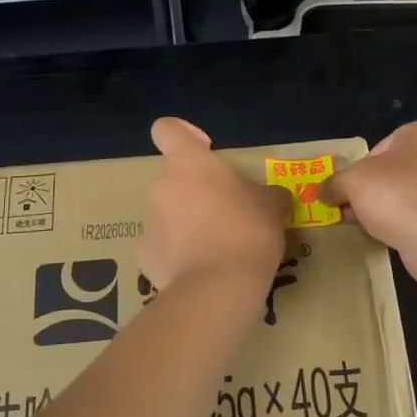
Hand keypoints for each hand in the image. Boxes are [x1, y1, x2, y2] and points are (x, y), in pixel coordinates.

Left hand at [137, 118, 288, 292]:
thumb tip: (272, 196)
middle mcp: (161, 186)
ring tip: (213, 249)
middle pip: (173, 178)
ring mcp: (148, 221)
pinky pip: (160, 246)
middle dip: (193, 192)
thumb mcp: (272, 206)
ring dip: (185, 224)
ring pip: (166, 213)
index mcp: (189, 163)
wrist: (218, 287)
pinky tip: (197, 270)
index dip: (183, 134)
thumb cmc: (248, 231)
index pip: (167, 129)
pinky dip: (175, 254)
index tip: (205, 150)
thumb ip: (266, 193)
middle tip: (224, 214)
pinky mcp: (143, 255)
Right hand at [319, 121, 416, 277]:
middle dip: (375, 192)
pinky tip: (396, 240)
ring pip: (413, 196)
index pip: (382, 147)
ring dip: (392, 210)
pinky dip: (412, 226)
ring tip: (372, 229)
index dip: (361, 169)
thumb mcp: (351, 182)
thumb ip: (334, 184)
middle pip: (398, 172)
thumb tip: (322, 192)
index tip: (350, 190)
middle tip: (354, 212)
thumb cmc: (395, 193)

◆ EXERCISE INSTRUCTIONS: When you copy the records above, keep every word exact and leave out the pictures they contain.

◆ COMPLETED EXERCISE:
Hand keypoints for each hand in the image. Boxes are [x1, y1, x2, y2] and points are (x, y), in pixel coordinates.

Left hand at [137, 118, 288, 292]:
thumb tip: (272, 196)
middle mcp: (161, 186)
ring tip: (213, 249)
middle pip: (173, 178)
ring mcp: (148, 221)
pinky pip: (160, 246)
middle dip: (193, 192)
thumb mcp: (272, 206)
ring dip: (185, 224)
ring pip: (166, 213)
index mcp: (189, 163)
wrist: (218, 287)
pinky tip: (197, 270)
index dip: (183, 134)
thumb cmc: (248, 231)
index pip: (167, 129)
pinky dip: (175, 254)
index tip: (205, 150)
thumb ip: (266, 193)
middle tip: (224, 214)
pinky mcp: (143, 255)
Right hand at [319, 121, 416, 277]:
middle dip: (375, 192)
pinky tip: (396, 240)
ring pip: (413, 196)
index pip: (382, 147)
ring dip: (392, 210)
pinky dip: (412, 226)
ring tip: (372, 229)
index dip: (361, 169)
thumb mcp: (351, 182)
thumb ip: (334, 184)
middle pip: (398, 172)
thumb tip: (322, 192)
index tip: (350, 190)
middle tip: (354, 212)
thumb cmc: (395, 193)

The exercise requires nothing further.